As long as your DH doesn't die within 7 years of giving the money all should be well. At least that's what my parent's were told when they have DB and I some money.

LIZS · 27/09/2009 12:19

That's true but there is a limit on how much can be given tax free per year.

FabBakerGirlIsBack · 27/09/2009 15:01

I think the BIL has a lot of making up to do before you even consider lending them cash.

Bloods thicker than water when it suits him maybe?

tointerveneornot · 27/09/2009 17:18

Ok, thanks everybody, your input has been really useful.

We will sit tight, say nothing. If a direct approach is made, I tihnk we will still say no. Presumably, if it comes to it way into the future we can write BIL's DC into our will, so at least if they inherit nothing from him, they will from us. And in that way, he himself will not benefit.

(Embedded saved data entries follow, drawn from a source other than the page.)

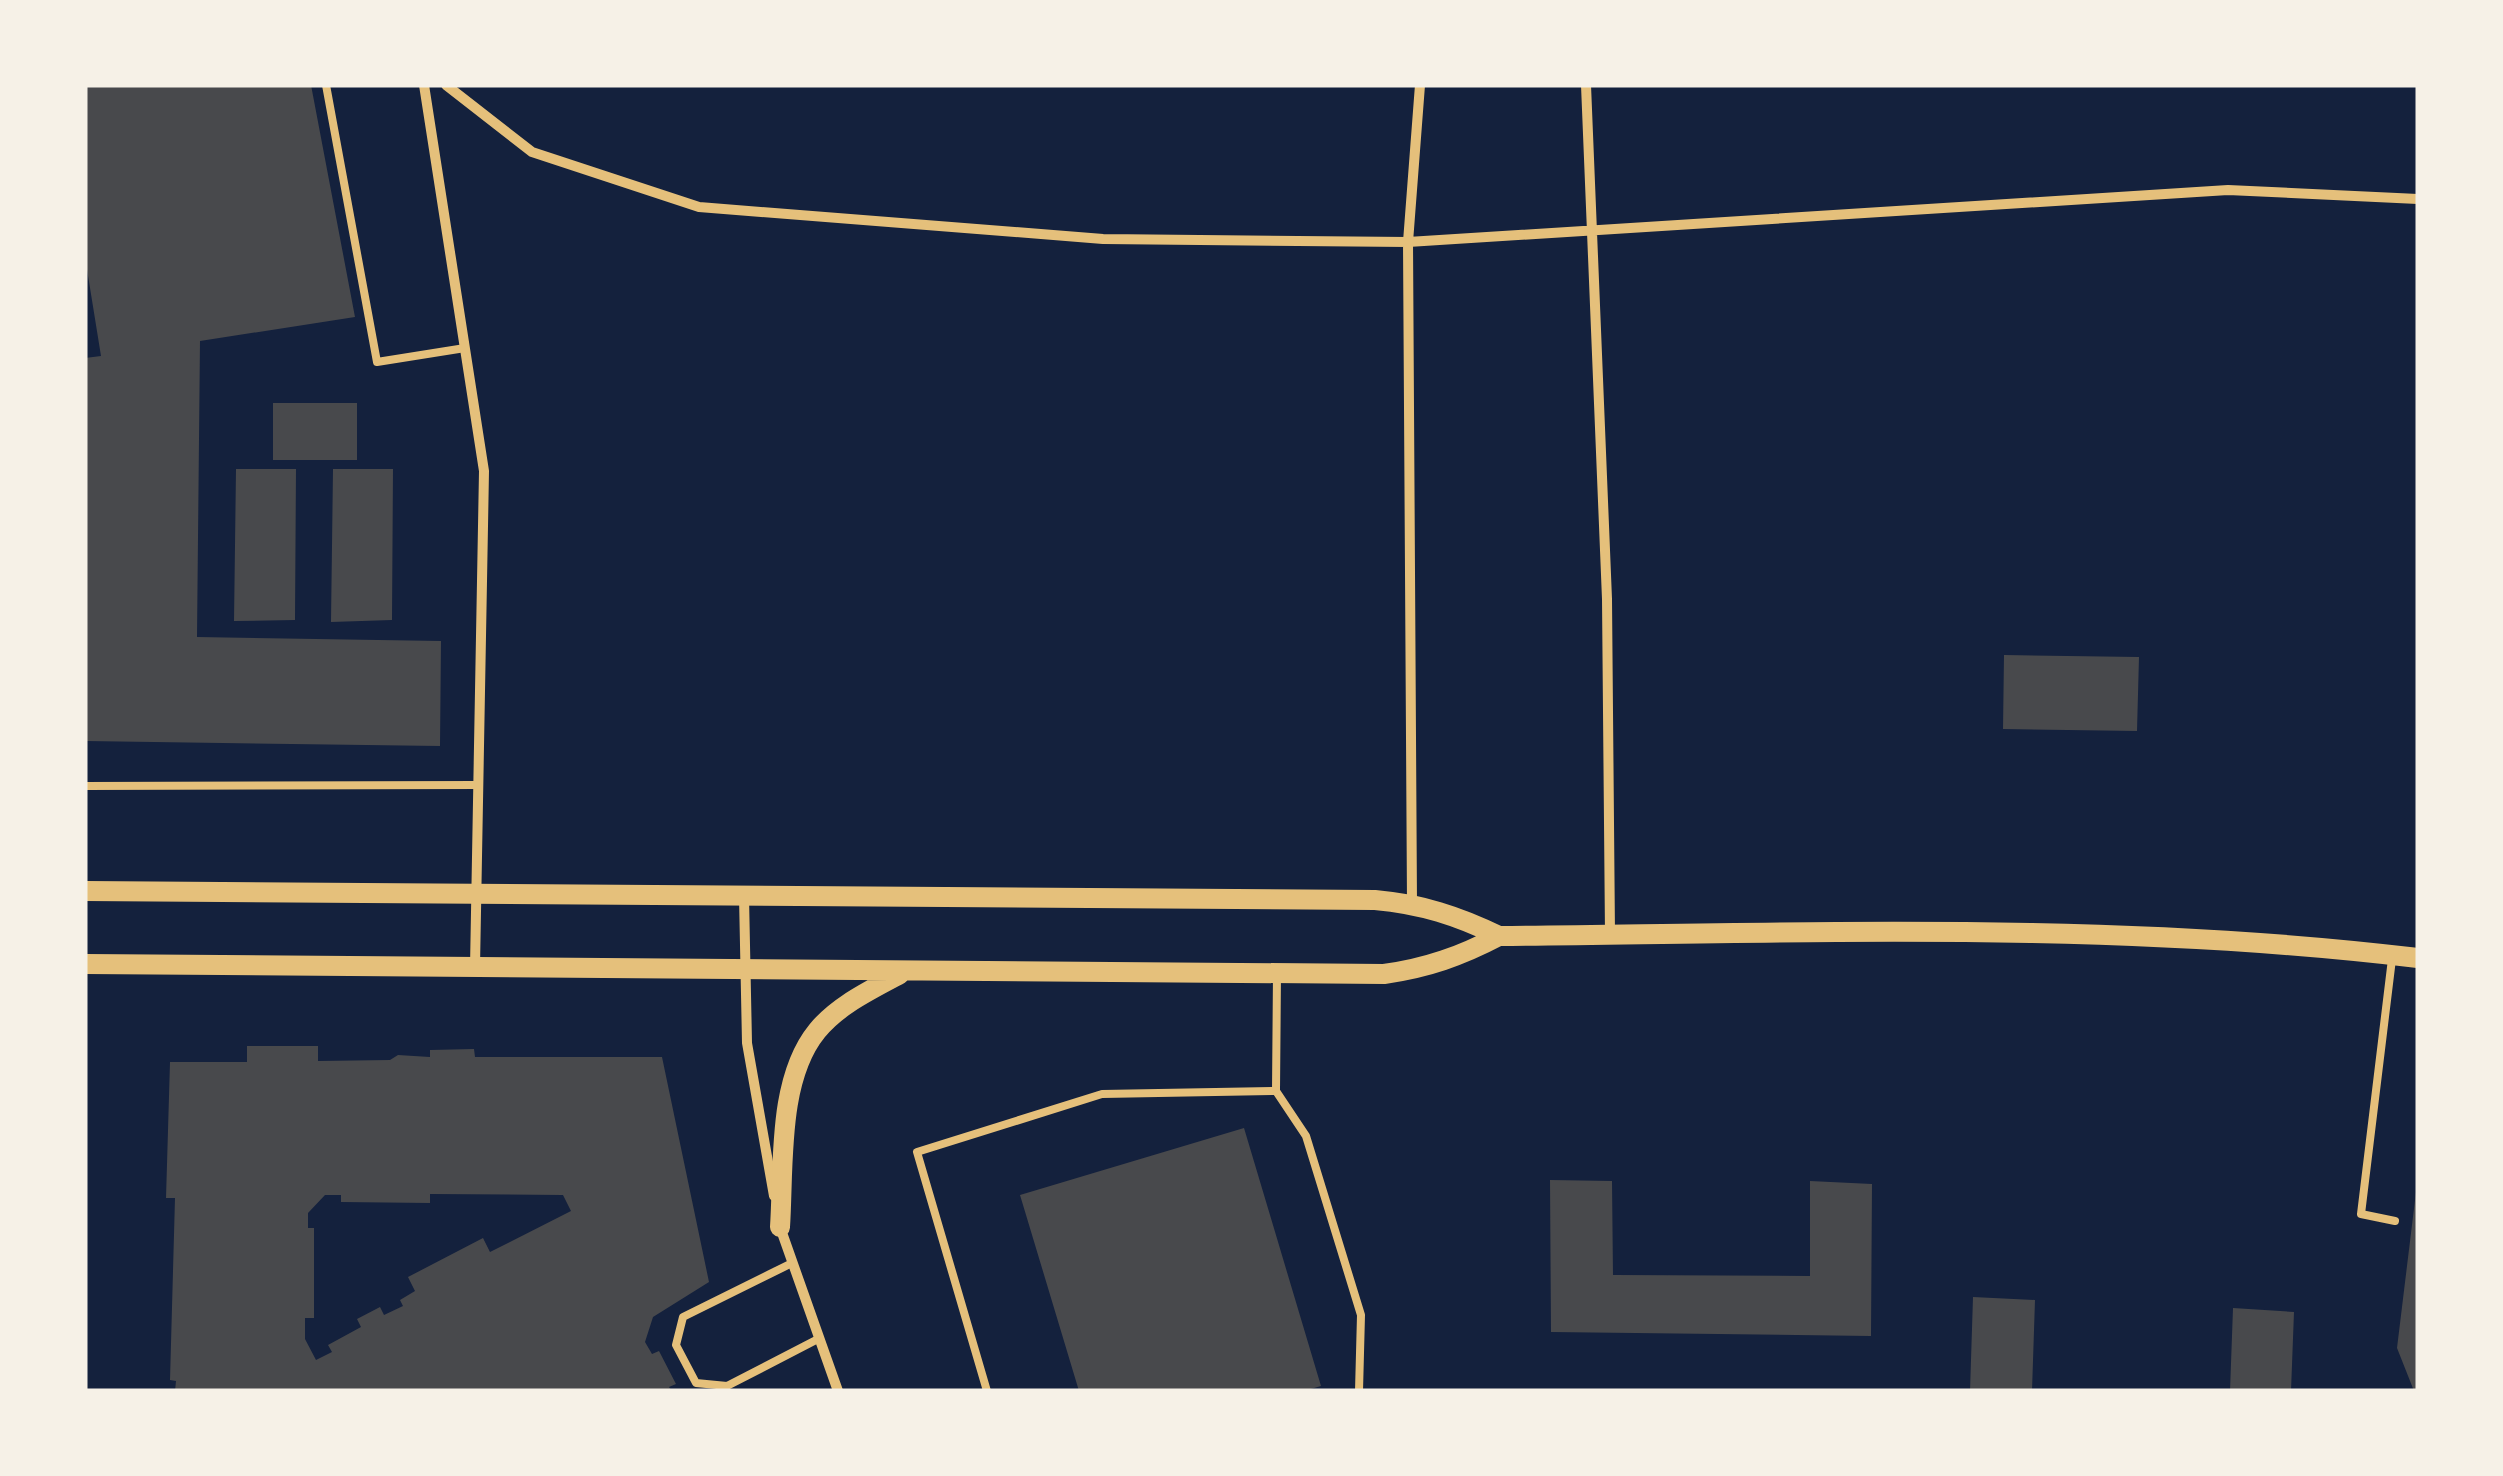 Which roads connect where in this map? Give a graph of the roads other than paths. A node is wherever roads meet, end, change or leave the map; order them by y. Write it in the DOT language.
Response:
graph roads {
  1 [pos="326,85"];
  2 [pos="424,85"];
  3 [pos="446,85"];
  4 [pos="1420,85"];
  5 [pos="1586,85"];
  6 [pos="2418,199"];
  7 [pos="1594,230"];
  8 [pos="1408,242"];
  9 [pos="465,348"];
  10 [pos="479,785"];
  11 [pos="85,786"];
  12 [pos="85,892"];
  13 [pos="476,894"];
  14 [pos="744,896"];
  15 [pos="1412,903"];
  16 [pos="1610,935"];
  17 [pos="1500,936"];
  18 [pos="2392,955"];
  19 [pos="2418,958"];
  20 [pos="85,964"];
  21 [pos="475,967"];
  22 [pos="743,969"];
  23 [pos="902,973"];
  24 [pos="1277,973"];
  25 [pos="1276,1091"];
  26 [pos="2395,1221"];
  27 [pos="780,1227"];
  28 [pos="790,1264"];
  29 [pos="818,1340"];
  30 [pos="838,1391"];
  31 [pos="987,1391"];
  32 [pos="1359,1391"];
  1 -- 9 [label="lane"];
  2 -- 9 [label="street"];
  3 -- 8 [label="street"];
  4 -- 8 [label="street"];
  5 -- 7 [label="street"];
  6 -- 7 [label="street"];
  7 -- 8 [label="street"];
  7 -- 16 [label="street"];
  8 -- 15 [label="street"];
  9 -- 10 [label="street"];
  10 -- 11 [label="lane"];
  10 -- 13 [label="street"];
  12 -- 13 [label="main road"];
  13 -- 14 [label="main road"];
  13 -- 21 [label="street"];
  14 -- 15 [label="main road"];
  14 -- 22 [label="street"];
  15 -- 17 [label="main road"];
  16 -- 17 [label="main road"];
  16 -- 18 [label="main road"];
  17 -- 24 [label="main road"];
  18 -- 19 [label="main road"];
  18 -- 26 [label="lane"];
  20 -- 21 [label="main road"];
  21 -- 22 [label="main road"];
  22 -- 23 [label="main road"];
  22 -- 27 [label="street"];
  23 -- 24 [label="main road"];
  23 -- 27 [label="main road"];
  24 -- 25 [label="lane"];
  25 -- 31 [label="lane"];
  25 -- 32 [label="lane"];
  27 -- 28 [label="street"];
  28 -- 29 [label="street"];
  28 -- 29 [label="lane"];
  29 -- 30 [label="street"];
}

I know it doesn't solve the problem of the house, but as people have already said, they will not end up on the streets..

OP posts:
lucky1979 · 27/09/2009 21:18

LIZS - there is a limit with relation to inheritance tax, so if the giver dies at any point, any total amount received in a tax year which is over the yearly allowance, for 7 years prior to the death is retrospectively taxed as part of inheritance tax.

Gifts themselves are not taxed through the income tax system however, between family members at least (not sure about non-relations).

OP - this is not in anyway suggesting you do it though! Even if you did, and he did keep up contact with you, he sounds like the kind of person who would always secretly (or not so secretly) hate you for it.